■ **What the exercise asks**
Take the entries below and print all of them exactly, please.

Saved entries:
● ● ●

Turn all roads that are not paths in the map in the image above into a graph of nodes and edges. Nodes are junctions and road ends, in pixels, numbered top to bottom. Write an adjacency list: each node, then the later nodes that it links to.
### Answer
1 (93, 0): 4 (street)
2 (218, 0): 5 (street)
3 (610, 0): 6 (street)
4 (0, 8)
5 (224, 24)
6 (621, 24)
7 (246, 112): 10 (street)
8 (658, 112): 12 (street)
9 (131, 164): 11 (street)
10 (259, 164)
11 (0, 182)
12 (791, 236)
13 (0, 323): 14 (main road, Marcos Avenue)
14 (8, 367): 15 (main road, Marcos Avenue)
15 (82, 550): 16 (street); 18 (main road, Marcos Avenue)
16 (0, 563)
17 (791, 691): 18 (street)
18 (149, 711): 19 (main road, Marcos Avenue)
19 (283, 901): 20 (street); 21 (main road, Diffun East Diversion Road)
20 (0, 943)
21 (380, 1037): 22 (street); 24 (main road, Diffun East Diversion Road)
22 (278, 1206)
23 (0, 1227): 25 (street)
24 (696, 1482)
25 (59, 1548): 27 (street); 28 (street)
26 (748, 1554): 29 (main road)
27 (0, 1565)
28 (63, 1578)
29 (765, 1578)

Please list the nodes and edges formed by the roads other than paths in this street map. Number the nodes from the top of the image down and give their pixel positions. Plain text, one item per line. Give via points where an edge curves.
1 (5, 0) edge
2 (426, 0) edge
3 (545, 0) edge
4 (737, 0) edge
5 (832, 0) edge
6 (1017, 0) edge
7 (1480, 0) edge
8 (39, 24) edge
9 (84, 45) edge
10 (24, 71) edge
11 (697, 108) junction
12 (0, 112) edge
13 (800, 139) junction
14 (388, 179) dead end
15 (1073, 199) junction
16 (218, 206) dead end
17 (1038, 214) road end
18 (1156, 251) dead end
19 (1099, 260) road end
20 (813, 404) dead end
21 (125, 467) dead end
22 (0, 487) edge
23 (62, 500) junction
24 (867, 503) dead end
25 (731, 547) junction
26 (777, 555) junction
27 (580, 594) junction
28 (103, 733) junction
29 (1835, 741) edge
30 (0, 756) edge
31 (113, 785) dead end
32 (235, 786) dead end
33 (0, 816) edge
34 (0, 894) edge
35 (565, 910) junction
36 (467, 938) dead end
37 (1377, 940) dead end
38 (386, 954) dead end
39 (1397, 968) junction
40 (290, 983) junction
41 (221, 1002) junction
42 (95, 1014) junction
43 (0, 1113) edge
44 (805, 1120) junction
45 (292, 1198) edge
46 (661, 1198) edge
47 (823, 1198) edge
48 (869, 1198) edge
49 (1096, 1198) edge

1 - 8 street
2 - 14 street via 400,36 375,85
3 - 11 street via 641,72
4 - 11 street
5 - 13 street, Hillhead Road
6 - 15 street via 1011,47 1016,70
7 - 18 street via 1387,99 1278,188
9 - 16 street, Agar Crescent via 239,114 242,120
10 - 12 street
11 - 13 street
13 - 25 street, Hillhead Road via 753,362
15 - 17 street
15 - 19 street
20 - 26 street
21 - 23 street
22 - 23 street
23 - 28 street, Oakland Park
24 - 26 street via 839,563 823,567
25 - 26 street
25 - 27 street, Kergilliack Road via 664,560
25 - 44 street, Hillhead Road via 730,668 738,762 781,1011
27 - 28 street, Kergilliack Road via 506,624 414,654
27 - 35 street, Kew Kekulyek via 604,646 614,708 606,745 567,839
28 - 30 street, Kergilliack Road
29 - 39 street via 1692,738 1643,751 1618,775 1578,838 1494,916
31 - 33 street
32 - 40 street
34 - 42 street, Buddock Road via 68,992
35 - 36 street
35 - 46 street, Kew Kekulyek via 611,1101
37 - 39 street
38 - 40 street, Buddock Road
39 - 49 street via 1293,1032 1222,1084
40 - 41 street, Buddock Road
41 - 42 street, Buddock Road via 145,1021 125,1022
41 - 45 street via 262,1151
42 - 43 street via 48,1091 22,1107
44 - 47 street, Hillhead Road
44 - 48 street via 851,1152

● ● ●

■ **Written solution**
Turn all roads that are not paths in the map in the image above into a graph of nodes and edges. Nodes are junctions and road ends, in pixels, numbered top to bottom. Write an adjacency list: each node, then the later nodes that it links to.
### Answer
1 (93, 0): 4 (street)
2 (218, 0): 5 (street)
3 (610, 0): 6 (street)
4 (0, 8)
5 (224, 24)
6 (621, 24)
7 (246, 112): 10 (street)
8 (658, 112): 12 (street)
9 (131, 164): 11 (street)
10 (259, 164)
11 (0, 182)
12 (791, 236)
13 (0, 323): 14 (main road, Marcos Avenue)
14 (8, 367): 15 (main road, Marcos Avenue)
15 (82, 550): 16 (street); 18 (main road, Marcos Avenue)
16 (0, 563)
17 (791, 691): 18 (street)
18 (149, 711): 19 (main road, Marcos Avenue)
19 (283, 901): 20 (street); 21 (main road, Diffun East Diversion Road)
20 (0, 943)
21 (380, 1037): 22 (street); 24 (main road, Diffun East Diversion Road)
22 (278, 1206)
23 (0, 1227): 25 (street)
24 (696, 1482)
25 (59, 1548): 27 (street); 28 (street)
26 (748, 1554): 29 (main road)
27 (0, 1565)
28 (63, 1578)
29 (765, 1578)

Please list the nodes and edges formed by the roads other than paths in this street map. Number the nodes from the top of the image down and give their pixel positions. Plain text, one item per line. Give via points where an edge curves.
1 (5, 0) edge
2 (426, 0) edge
3 (545, 0) edge
4 (737, 0) edge
5 (832, 0) edge
6 (1017, 0) edge
7 (1480, 0) edge
8 (39, 24) edge
9 (84, 45) edge
10 (24, 71) edge
11 (697, 108) junction
12 (0, 112) edge
13 (800, 139) junction
14 (388, 179) dead end
15 (1073, 199) junction
16 (218, 206) dead end
17 (1038, 214) road end
18 (1156, 251) dead end
19 (1099, 260) road end
20 (813, 404) dead end
21 (125, 467) dead end
22 (0, 487) edge
23 (62, 500) junction
24 (867, 503) dead end
25 (731, 547) junction
26 (777, 555) junction
27 (580, 594) junction
28 (103, 733) junction
29 (1835, 741) edge
30 (0, 756) edge
31 (113, 785) dead end
32 (235, 786) dead end
33 (0, 816) edge
34 (0, 894) edge
35 (565, 910) junction
36 (467, 938) dead end
37 (1377, 940) dead end
38 (386, 954) dead end
39 (1397, 968) junction
40 (290, 983) junction
41 (221, 1002) junction
42 (95, 1014) junction
43 (0, 1113) edge
44 (805, 1120) junction
45 (292, 1198) edge
46 (661, 1198) edge
47 (823, 1198) edge
48 (869, 1198) edge
49 (1096, 1198) edge

1 - 8 street
2 - 14 street via 400,36 375,85
3 - 11 street via 641,72
4 - 11 street
5 - 13 street, Hillhead Road
6 - 15 street via 1011,47 1016,70
7 - 18 street via 1387,99 1278,188
9 - 16 street, Agar Crescent via 239,114 242,120
10 - 12 street
11 - 13 street
13 - 25 street, Hillhead Road via 753,362
15 - 17 street
15 - 19 street
20 - 26 street
21 - 23 street
22 - 23 street
23 - 28 street, Oakland Park
24 - 26 street via 839,563 823,567
25 - 26 street
25 - 27 street, Kergilliack Road via 664,560
25 - 44 street, Hillhead Road via 730,668 738,762 781,1011
27 - 28 street, Kergilliack Road via 506,624 414,654
27 - 35 street, Kew Kekulyek via 604,646 614,708 606,745 567,839
28 - 30 street, Kergilliack Road
29 - 39 street via 1692,738 1643,751 1618,775 1578,838 1494,916
31 - 33 street
32 - 40 street
34 - 42 street, Buddock Road via 68,992
35 - 36 street
35 - 46 street, Kew Kekulyek via 611,1101
37 - 39 street
38 - 40 street, Buddock Road
39 - 49 street via 1293,1032 1222,1084
40 - 41 street, Buddock Road
41 - 42 street, Buddock Road via 145,1021 125,1022
41 - 45 street via 262,1151
42 - 43 street via 48,1091 22,1107
44 - 47 street, Hillhead Road
44 - 48 street via 851,1152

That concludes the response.